Set down each line of the listing below exactly as it is written.

──────── Excerpted records

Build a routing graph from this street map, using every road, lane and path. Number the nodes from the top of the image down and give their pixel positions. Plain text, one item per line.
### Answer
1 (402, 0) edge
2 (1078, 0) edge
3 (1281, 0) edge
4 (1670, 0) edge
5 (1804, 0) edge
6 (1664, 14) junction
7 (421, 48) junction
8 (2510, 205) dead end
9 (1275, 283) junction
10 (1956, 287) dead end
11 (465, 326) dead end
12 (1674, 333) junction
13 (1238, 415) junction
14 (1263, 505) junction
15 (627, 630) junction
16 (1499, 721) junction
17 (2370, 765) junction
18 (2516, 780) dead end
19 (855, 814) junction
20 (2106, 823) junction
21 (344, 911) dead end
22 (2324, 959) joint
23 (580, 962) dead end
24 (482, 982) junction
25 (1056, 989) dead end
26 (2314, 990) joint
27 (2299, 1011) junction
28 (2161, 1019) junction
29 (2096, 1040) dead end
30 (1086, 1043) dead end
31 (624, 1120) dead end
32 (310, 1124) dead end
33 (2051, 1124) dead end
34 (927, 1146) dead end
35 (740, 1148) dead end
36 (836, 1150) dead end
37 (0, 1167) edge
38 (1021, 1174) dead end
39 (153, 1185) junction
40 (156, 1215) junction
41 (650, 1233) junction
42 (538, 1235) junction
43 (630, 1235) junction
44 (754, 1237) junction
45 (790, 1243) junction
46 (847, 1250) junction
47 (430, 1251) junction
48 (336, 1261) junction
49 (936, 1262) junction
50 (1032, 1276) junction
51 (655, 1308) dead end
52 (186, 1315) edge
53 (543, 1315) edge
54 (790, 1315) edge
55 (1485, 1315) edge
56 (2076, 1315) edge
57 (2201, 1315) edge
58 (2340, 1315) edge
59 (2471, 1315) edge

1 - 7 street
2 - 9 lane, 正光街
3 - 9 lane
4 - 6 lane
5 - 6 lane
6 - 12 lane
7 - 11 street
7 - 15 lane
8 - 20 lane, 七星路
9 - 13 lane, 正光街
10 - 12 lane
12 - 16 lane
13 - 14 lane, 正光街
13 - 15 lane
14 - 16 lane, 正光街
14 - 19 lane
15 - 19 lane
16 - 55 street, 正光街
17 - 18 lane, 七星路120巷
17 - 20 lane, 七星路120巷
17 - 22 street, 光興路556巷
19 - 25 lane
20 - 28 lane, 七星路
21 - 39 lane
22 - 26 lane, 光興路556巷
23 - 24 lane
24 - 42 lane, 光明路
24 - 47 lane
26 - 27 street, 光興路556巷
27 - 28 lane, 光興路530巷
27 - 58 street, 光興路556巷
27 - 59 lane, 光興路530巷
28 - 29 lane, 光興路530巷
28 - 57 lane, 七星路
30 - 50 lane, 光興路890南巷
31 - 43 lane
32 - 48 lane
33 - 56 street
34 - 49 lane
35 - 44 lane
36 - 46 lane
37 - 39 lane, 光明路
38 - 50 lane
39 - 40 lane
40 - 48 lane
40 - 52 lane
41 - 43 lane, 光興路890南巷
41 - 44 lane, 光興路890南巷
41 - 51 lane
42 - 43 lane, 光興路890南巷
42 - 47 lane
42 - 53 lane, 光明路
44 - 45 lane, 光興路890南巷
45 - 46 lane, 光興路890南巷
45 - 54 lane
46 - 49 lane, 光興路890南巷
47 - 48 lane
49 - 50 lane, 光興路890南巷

────────────────

- _Result of this exercise_
Build a routing graph from this street map, using every road, lane and path. Number the nodes from the top of the image down and give their pixel positions. Plain text, one item per line.
### Answer
1 (402, 0) edge
2 (1078, 0) edge
3 (1281, 0) edge
4 (1670, 0) edge
5 (1804, 0) edge
6 (1664, 14) junction
7 (421, 48) junction
8 (2510, 205) dead end
9 (1275, 283) junction
10 (1956, 287) dead end
11 (465, 326) dead end
12 (1674, 333) junction
13 (1238, 415) junction
14 (1263, 505) junction
15 (627, 630) junction
16 (1499, 721) junction
17 (2370, 765) junction
18 (2516, 780) dead end
19 (855, 814) junction
20 (2106, 823) junction
21 (344, 911) dead end
22 (2324, 959) joint
23 (580, 962) dead end
24 (482, 982) junction
25 (1056, 989) dead end
26 (2314, 990) joint
27 (2299, 1011) junction
28 (2161, 1019) junction
29 (2096, 1040) dead end
30 (1086, 1043) dead end
31 (624, 1120) dead end
32 (310, 1124) dead end
33 (2051, 1124) dead end
34 (927, 1146) dead end
35 (740, 1148) dead end
36 (836, 1150) dead end
37 (0, 1167) edge
38 (1021, 1174) dead end
39 (153, 1185) junction
40 (156, 1215) junction
41 (650, 1233) junction
42 (538, 1235) junction
43 (630, 1235) junction
44 (754, 1237) junction
45 (790, 1243) junction
46 (847, 1250) junction
47 (430, 1251) junction
48 (336, 1261) junction
49 (936, 1262) junction
50 (1032, 1276) junction
51 (655, 1308) dead end
52 (186, 1315) edge
53 (543, 1315) edge
54 (790, 1315) edge
55 (1485, 1315) edge
56 (2076, 1315) edge
57 (2201, 1315) edge
58 (2340, 1315) edge
59 (2471, 1315) edge

1 - 7 street
2 - 9 lane, 正光街
3 - 9 lane
4 - 6 lane
5 - 6 lane
6 - 12 lane
7 - 11 street
7 - 15 lane
8 - 20 lane, 七星路
9 - 13 lane, 正光街
10 - 12 lane
12 - 16 lane
13 - 14 lane, 正光街
13 - 15 lane
14 - 16 lane, 正光街
14 - 19 lane
15 - 19 lane
16 - 55 street, 正光街
17 - 18 lane, 七星路120巷
17 - 20 lane, 七星路120巷
17 - 22 street, 光興路556巷
19 - 25 lane
20 - 28 lane, 七星路
21 - 39 lane
22 - 26 lane, 光興路556巷
23 - 24 lane
24 - 42 lane, 光明路
24 - 47 lane
26 - 27 street, 光興路556巷
27 - 28 lane, 光興路530巷
27 - 58 street, 光興路556巷
27 - 59 lane, 光興路530巷
28 - 29 lane, 光興路530巷
28 - 57 lane, 七星路
30 - 50 lane, 光興路890南巷
31 - 43 lane
32 - 48 lane
33 - 56 street
34 - 49 lane
35 - 44 lane
36 - 46 lane
37 - 39 lane, 光明路
38 - 50 lane
39 - 40 lane
40 - 48 lane
40 - 52 lane
41 - 43 lane, 光興路890南巷
41 - 44 lane, 光興路890南巷
41 - 51 lane
42 - 43 lane, 光興路890南巷
42 - 47 lane
42 - 53 lane, 光明路
44 - 45 lane, 光興路890南巷
45 - 46 lane, 光興路890南巷
45 - 54 lane
46 - 49 lane, 光興路890南巷
47 - 48 lane
49 - 50 lane, 光興路890南巷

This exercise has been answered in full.